Google gives SEO Tips on how to handle Day-Long Site Closures

Google gives SEO Tips on how to handle Day-Long Site Closures

SEO Brisbane

Google Webmaster Trends Analyst John Mueller recently wrote on the topic of dealing with site outages lasting at least a day. These are generally planned outages, where the webmaster takes their site down for a move, maintenance or religious reasons, among other possibilities.

John suggested three ways to handle a deliberate outage:

Block your site’s shopping cart functionality

Show a pop-up informing visitors that your site is offline for the day

Completely switch off the site for as long as you need to

There are different ways of implementing each of these, but if your goal is simply to stop visitors from making purchases, then temporarily disabling shopping cart functionality is the easiest way to go. This is something that you’ll see, for instance, Orthodox Jewish webmasters do if they want to take their site offline for Shabbat, since they don’t want to do business on this day.

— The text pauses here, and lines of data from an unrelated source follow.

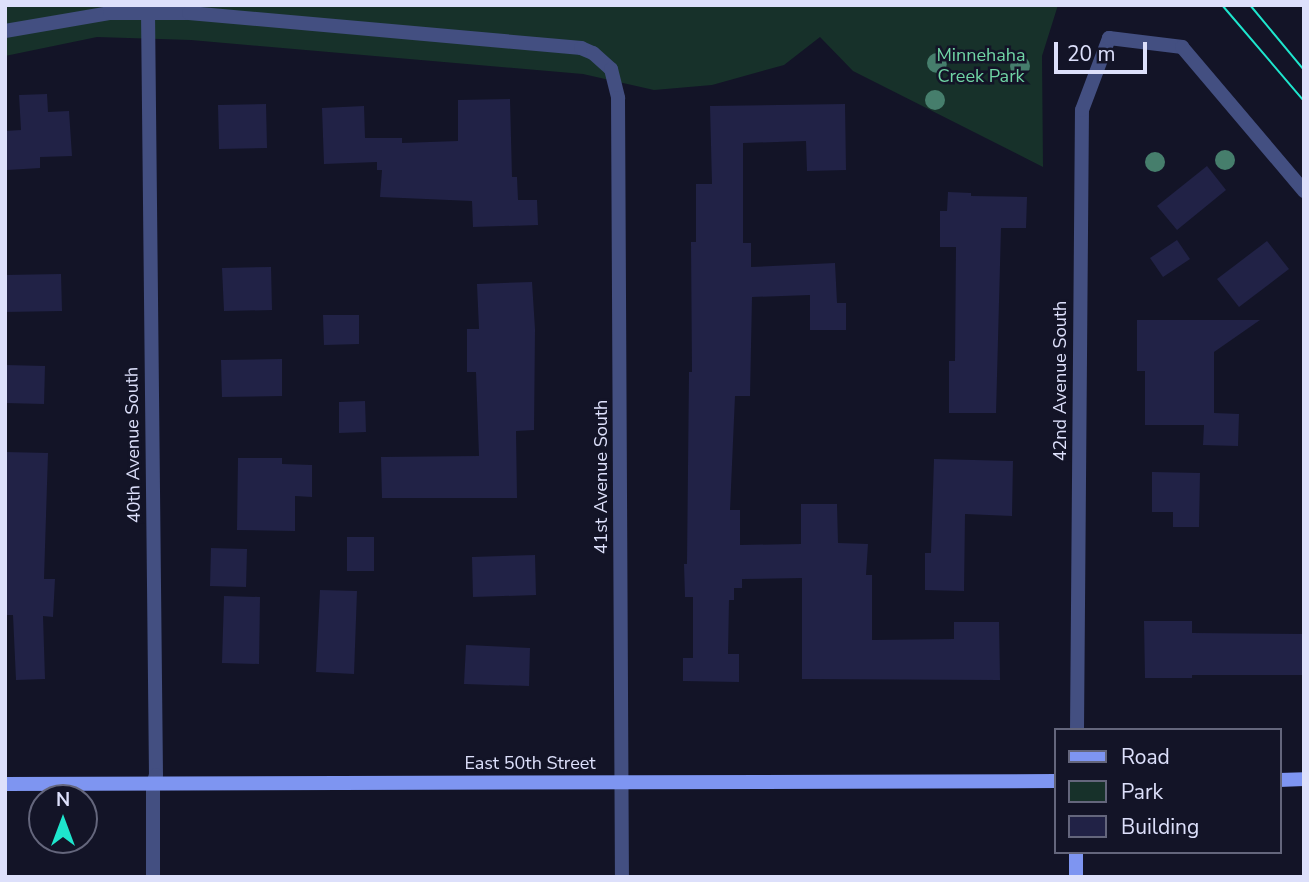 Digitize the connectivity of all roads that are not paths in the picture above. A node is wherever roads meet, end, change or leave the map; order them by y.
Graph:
1 (148, 12) junction
2 (5, 32) edge
3 (1304, 191) edge
4 (1077, 728) edge
5 (1304, 779) edge
6 (1281, 780) edge
7 (1054, 781) edge
8 (622, 782) junction
9 (5, 784) edge
10 (153, 784) junction
11 (1076, 854) edge
12 (153, 877) edge
13 (622, 877) edge
14 (1076, 877) edge

1 - 2 street
1 - 8 street, 41st Avenue South
1 - 10 street, 40th Avenue South
3 - 4 street, 42nd Avenue South
5 - 6 street
7 - 8 street, East 50th Street
8 - 10 street, East 50th Street
8 - 13 street, 41st Avenue South
9 - 10 street, East 50th Street
10 - 12 street, 40th Avenue South
11 - 14 street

Of course, other webmasters instead opt for taking their site down and leaving a pop-up or interstitial which explains why the site is currently inaccessible. If you’re worried about being penalized by Google for this, don’t be. Google states that interstitials are within the search engine’s acceptable use guidelines if they are for religious purposes, so sites which use them for this reason shouldn’t receive a penalty.

John Mueller said that when doing this, “the server should return a 503 HTTP result code (“Service Unavailable”). This means that Google will not index the temporary content which visitors will see during your planned outage. However, without this, interstitials could be indexed.

The same rules apply to turning off your site entirely, but here are a few tips for implementing your site’s downtime:

1. A couple of days ahead of time, set your DNS TTL to a low time (for instance, 5 minutes).

2. Change your site’s DNS to the IP address of your temporary server.

3. Once requests are being routed to the temporary server, take your main server offline.

4. When your site is ready to go live again, bring your main server back online and change the DNS back to the main server’s IP address.

5. Finally, change your DNS TTL back to its usual setting.